Inspection on 9/28/11 at 9:00 AM at the Lockport site in the OR suite #2 revealed:
- 1 Adult NU-TRAKE set expired 2/05

Inspection on 9/29/11 at 10:00 AM at the Lockport site of the OB medication room revealed:
- 10 culture tubes expired 8/11

THIS IS A REPEAT DEFICIENCY FROM THE SURVEY COMPLETED 4/25/07.



23054


Based on observation, the facility does not maintain a clean and sanitary environment for linen storage at 1 of 2 sites. (Lockport site)

Findings include:

Observation on 9/26/11 at 2:10 PM during tour of the Reflections Center at the Lockport site revealed the following:
- The Clean Linen Storage room had dust and debris accumulations. Dust was covering the ceiling, walls, and HVAC exhaust diffuser. Debris was built up behind the patient washer and dryer. The linen rack was uncovered and dust had accumulated on the linens.
- Housekeeping equipment and supplies were stored on the floor of the soiled linen closet.

These findings were verified with Staff #4 on 9/26/11.

INFECTION CONTROL PROGRAM

Tag No.: A0749

Based on interview and document review, the facility does not ensure infection control standards are implemented per manufacturer's instructions for surgical sterilization and per a hospital-wide infection prevention and control program at 2 of 2 sites. (Lockport and Newfane sites)

Findings include:

Interview on 9/27/11 at 2:10 PM with Staff #14 revealed Eye Kits (surgical eye instrument packages) at the Lockport site are run through the AMSCO Steam Sterilizer "unwrapped" on the Pre Vacuum setting, providing 4 minutes of sterilizing temperature of 270 degrees Farenheit with no dry time. Review of the AMSCO Operation Manual Techniques of Sterilization revealed in an "Express Cycle" (Flash), a wrapper must be on the instrument tray. Review of the Phaco Hand piece care and cleaning manual revealed the products are required to be wrapped. Furthermore, the manual states the Express or Flash Sterilization cycle is to be used only in emergency situations. Review of the facility's "Policy for Packaging Materials Used in CSR/OR" revealed all sterilized packages must be wrapped.
THIS IS A REPEAT DEFICIENCY FROM THE SURVEY COMPLETED 4/25/07.

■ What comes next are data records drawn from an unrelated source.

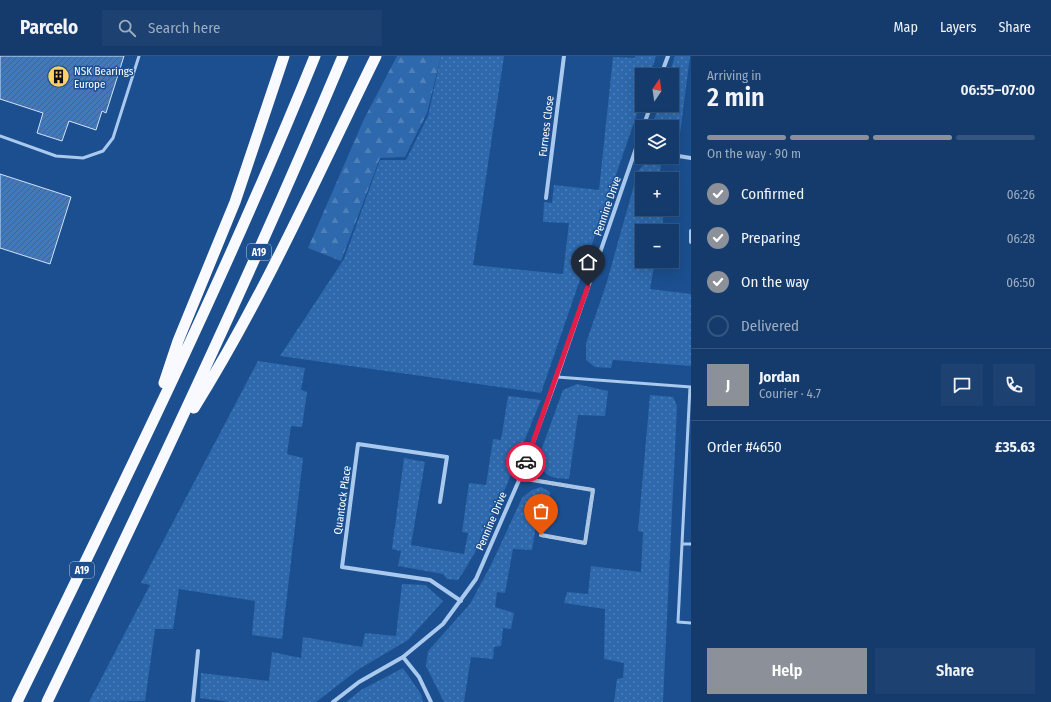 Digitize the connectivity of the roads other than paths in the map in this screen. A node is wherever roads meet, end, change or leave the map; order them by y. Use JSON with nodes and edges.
{"nodes":[{"id":1,"x":139,"y":56,"type":"edge"},
{"id":2,"x":284,"y":56,"type":"edge"},
{"id":3,"x":315,"y":56,"type":"edge"},
{"id":4,"x":343,"y":56,"type":"edge"},
{"id":5,"x":376,"y":56,"type":"edge"},
{"id":6,"x":564,"y":56,"type":"edge"},
{"id":7,"x":668,"y":56,"type":"edge"},
{"id":8,"x":664,"y":68,"type":"edge"},
{"id":9,"x":0,"y":136,"type":"edge"},
{"id":10,"x":635,"y":151,"type":"edge"},
{"id":11,"x":679,"y":157,"type":"edge"},
{"id":12,"x":691,"y":158,"type":"edge"},
{"id":13,"x":546,"y":198,"type":"dead end"},
{"id":14,"x":691,"y":231,"type":"edge"},
{"id":15,"x":691,"y":242,"type":"edge"},
{"id":16,"x":557,"y":377,"type":"junction"},
{"id":17,"x":691,"y":387,"type":"edge"},
{"id":18,"x":146,"y":437,"type":"junction"},
{"id":19,"x":170,"y":446,"type":"junction"},
{"id":20,"x":520,"y":478,"type":"junction"},
{"id":21,"x":440,"y":502,"type":"dead end"},
{"id":22,"x":541,"y":535,"type":"dead end"},
{"id":23,"x":682,"y":544,"type":"junction"},
{"id":24,"x":691,"y":544,"type":"edge"},
{"id":25,"x":461,"y":601,"type":"junction"},
{"id":26,"x":691,"y":623,"type":"edge"},
{"id":27,"x":198,"y":651,"type":"dead end"},
{"id":28,"x":403,"y":657,"type":"junction"},
{"id":29,"x":17,"y":702,"type":"edge"},
{"id":30,"x":47,"y":702,"type":"edge"},
{"id":31,"x":193,"y":702,"type":"edge"},
{"id":32,"x":333,"y":702,"type":"edge"},
{"id":33,"x":431,"y":702,"type":"edge"}],
"edges":[{"from":1,"to":9,"type":"lane"},
{"from":2,"to":18,"type":"highway"},
{"from":3,"to":18,"type":"highway","number":"A19"},
{"from":4,"to":19,"type":"highway","number":"A19"},
{"from":5,"to":19,"type":"highway"},
{"from":6,"to":13,"type":"street","name":"Furness Close"},
{"from":7,"to":8,"type":"street"},
{"from":10,"to":16,"type":"street","name":"Pennine Drive"},
{"from":11,"to":12,"type":"street"},
{"from":14,"to":15,"type":"street"},
{"from":16,"to":17,"type":"lane"},
{"from":16,"to":20,"type":"street","name":"Pennine Drive"},
{"from":17,"to":23,"type":"lane"},
{"from":18,"to":29,"type":"highway","number":"A19"},
{"from":19,"to":30,"type":"highway","number":"A19"},
{"from":20,"to":22,"type":"street"},
{"from":20,"to":25,"type":"street","name":"Pennine Drive"},
{"from":21,"to":25,"type":"street","name":"Quantock Place"},
{"from":23,"to":24,"type":"lane"},
{"from":23,"to":26,"type":"lane"},
{"from":25,"to":28,"type":"street","name":"Pennine Drive"},
{"from":27,"to":31,"type":"street"},
{"from":28,"to":32,"type":"street","name":"Pennine Drive"},
{"from":28,"to":33,"type":"street"}]}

Observation on 9/27/11 at 2:45 PM during tour of the Lockport site revealed carpet glued on the bottom of endoscope storage cabinets. Carpet is not easily cleanable material. This finding was verified with Staff #14 on 9/28/11.

Observation on 9/27/11 at 2:45 PM during tour of the Lockport site revealed dead insects on the floor and dust accumulations on the exhaust diffuser and sterilizer table in the Gas Sterilization room. This finding was verified with Staff #15 on 9/27/11.

Observation on 9/29/11 at 3:15 PM during tour of the Newfane site revealed countertops in the soiled processing room and clean processing room of the operating room suite were missing laminated surfaces on the sides of the counters. This finding was verified with Staff #14 on 9/29/11.